Bernstein, Michael S., et al. “Soylent: a word processor with a crowd inside.” Proceedings of the 23nd annual ACM symposium on User interface software and technology. ACM, 2010.

Summary:

This paper introduces Soylent, a crowdsourced word processing interface, with three main components: shortn, crowdproof, and the human macro. Shortn focuses on shortening written pieces with the intent of utilizing an author’s time better by giving this task to crowd workers. Crowdproof focuses on a distributed human-aided spelling, grammar, and style check. Lastly, the human macro focuses . Soylent follows a find-fix-verify pattern to help reduce poor results from crowd workers by splitting up the tasks of writing into chucks that are both manageable and mitigates poor results. Results of this work introduce complex issues of wait time on the resulting work, cost work on the document, legal ownership of writing, privacy through document exposure, and domain knowledge of the topic presented.

Reflection:

In this reflection, I am going to expand on the discussion of the paper. The issues listed below are what the authors of this paper believe to be future concerns of technologies like Soylent:

  • Wait Time
  • Cost
  • Legal ownership
  • Privacy
  • Domain Knowledge

Wait time and cost are a natural occurrence when one asks for some work to be done. But I want to expand on this a little more. Regarding wait time, the authors found it was acceptable in their evaluation. However, I wonder if over time this acceptance changes. It was clear that poor results afflicted Soylent at a high rate of around 30%. Which means for a very unlucky author they have a bout a 3rd of a chance to get a poor result where a wait time and costs is not justifiable. And if that happens multiple times over a period of time then frustration happens. Additionally, the cost of the tasks seems cheap when compared to a single salaried employee (example used in the paper), but I see a tradeoff of consistency in that respect. This introduces the question is a single person better or worse in terms of wait time and cost than the crowd? Indeed, it would be interesting to see businesses that utilize writers for shortening, grammar checking, and understanding the intentions of the author/boss.

Legal ownership is a tricky thing and is well addressed to the context of mechanical turk in that work done by the worker is owned by the employer of the task. However, crowd worker systems for creativity seems like a tricky situation legally. I believe current methods look into “who produced the [most] content?” or “who originated the idea?” as indicators of ownership. The ability to write is in fact a non-verbal form of communication to express thoughts and ideas. But who does said writing is credited as the main author. But for types of works like graphic arts, programs, or other digital artifacts there is even greater levels of what it means to have ownership of.  Maybe this is an opportunity to understand how collaboration could be utilized to legally understand crowdsourced work. Or a new licensing scheme is created.
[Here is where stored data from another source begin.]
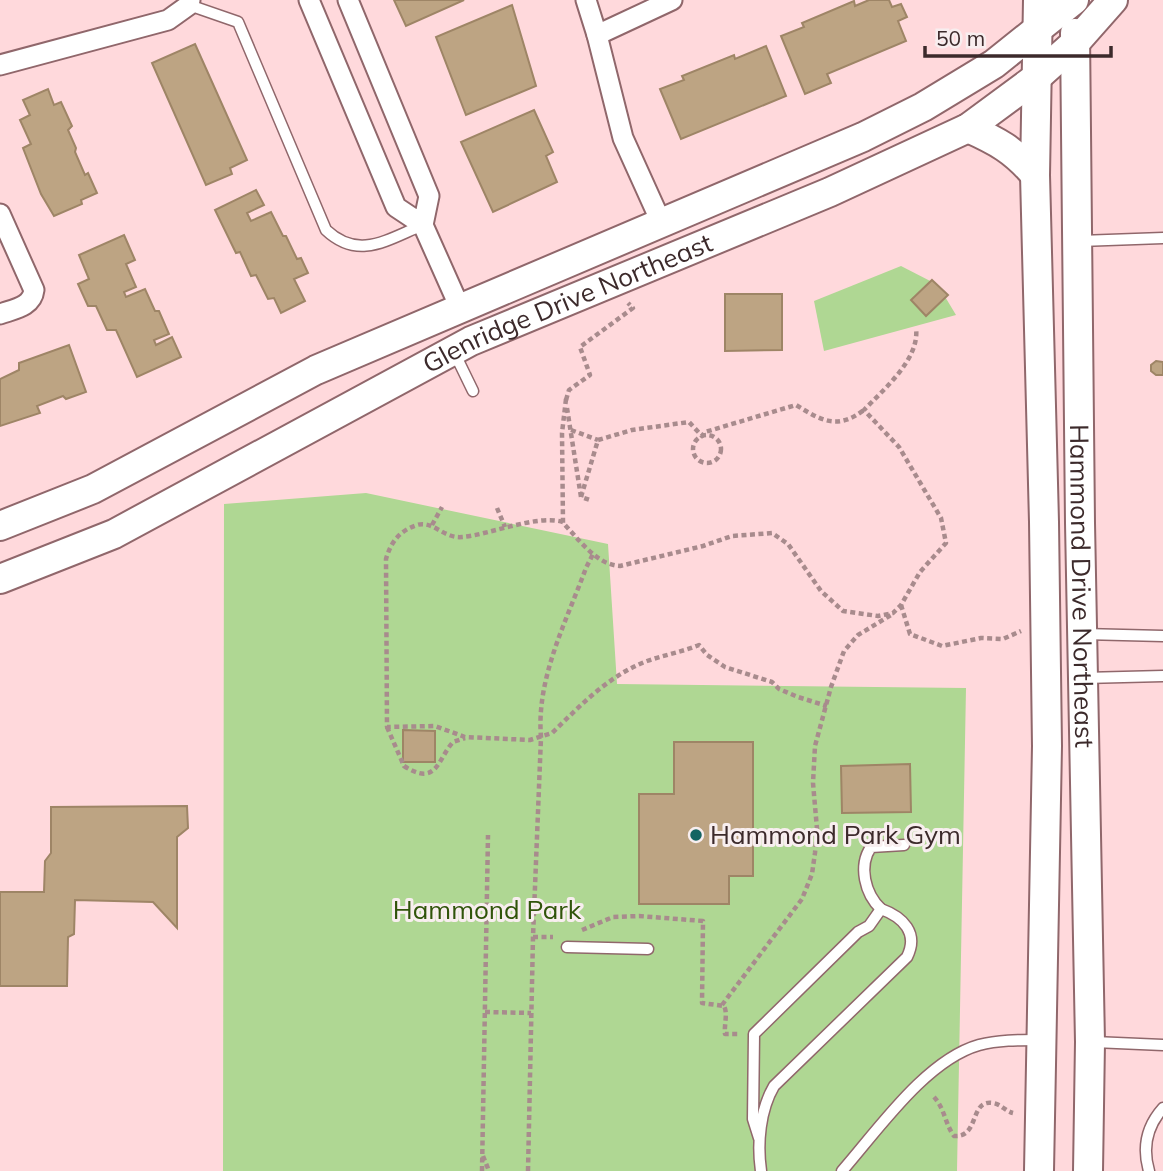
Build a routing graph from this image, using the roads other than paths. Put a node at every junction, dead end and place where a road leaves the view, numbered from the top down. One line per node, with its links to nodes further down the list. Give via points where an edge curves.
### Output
1 (309, 0): 18 (street, via 396,207)
2 (348, 0): 18 (street, via 429,195)
3 (586, 0): 10 (street)
4 (672, 0): 10 (street)
5 (1038, 0): 9 (main road, Hammond Drive Northeast)
6 (1075, 0): 9 (main road, Glenridge Drive Northeast); 11 (main road, Hammond Drive Northeast)
7 (1113, 0): 11 (main road, Glenridge Drive Northeast)
8 (189, 2): 12 (street, via 168,20); 18 (lane, via 238,22 327,230 338,241 371,246)
9 (1037, 29): 13 (main road, Hammond Drive Northeast); 17 (main road, Glenridge Drive Northeast, via 994,64 923,107)
10 (597, 35): 17 (street, via 624,138)
11 (1075, 43): 13 (main road, Glenridge Drive Northeast); 20 (main road, Hammond Drive Northeast)
12 (0, 65)
13 (1037, 77): 14 (main road, Glenridge Drive Northeast); 15 (main road, Hammond Drive Northeast)
14 (968, 128): 15 (main road, via 1005,145); 23 (main road, Glenridge Drive Northeast, via 830,192)
15 (1035, 175): 35 (main road, Hammond Drive Northeast, via 1047,746)
16 (0, 214): 22 (street, via 34,290 29,303)
17 (661, 222): 21 (main road, Glenridge Drive Northeast)
18 (423, 225): 21 (street)
19 (1163, 238): 20 (lane)
20 (1077, 241): 27 (main road, Hammond Drive Northeast)
21 (460, 308): 25 (main road, Glenridge Drive Northeast, via 316,370 93,489)
22 (0, 314)
23 (453, 351): 24 (lane); 26 (main road, Glenridge Drive Northeast, via 114,534)
24 (473, 391)
25 (0, 526)
26 (0, 579)
27 (1083, 634): 28 (lane); 30 (main road, Hammond Drive Northeast)
28 (1163, 636)
29 (1163, 676): 30 (lane)
30 (1083, 678): 36 (main road, Hammond Drive Northeast)
31 (904, 845): 32 (lane, via 871,846 867,852 866,883)
32 (881, 909): 39 (lane, via 869,926 754,1034 753,1119); 39 (lane, via 900,917 910,932 907,957 774,1086)
33 (567, 947): 34 (lane)
34 (648, 949)
35 (1042, 1040): 41 (lane, via 993,1042 941,1064); 42 (main road, Hammond Drive Northeast)
36 (1090, 1042): 37 (lane); 43 (main road, Hammond Drive Northeast)
37 (1163, 1045)
38 (1163, 1108): 44 (lane, via 1147,1134)
39 (759, 1138): 40 (lane)
40 (761, 1171)
41 (842, 1171)
42 (1039, 1171)
43 (1088, 1171)
44 (1149, 1171)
I will leave privacy for another discussion as it did not interest me enough for this topic. But domain knowledge in crowd systems seems to have a lot of potential for work. A type of mistake when involving the crowd in a piece of work can be related to lack of knowledge to produce a good result (or even produce at all). In the context of citizen science, having the knowledge to correct do something is everything. Otherwise you run into issues like poor data. This issue has looked into pre-training sessions or post data validation methods to help mitigate this problem. Interestingly enough the find-fix-verify pattern is not super relevant here. Collecting data is very different editing written work. But the pattern did give me an idea to think of how to break down the tasks of citizens in citizen science to better create applications to help the user perform the necessary tasks. Maybe a collect-post-verify pattern is needed for citizen science.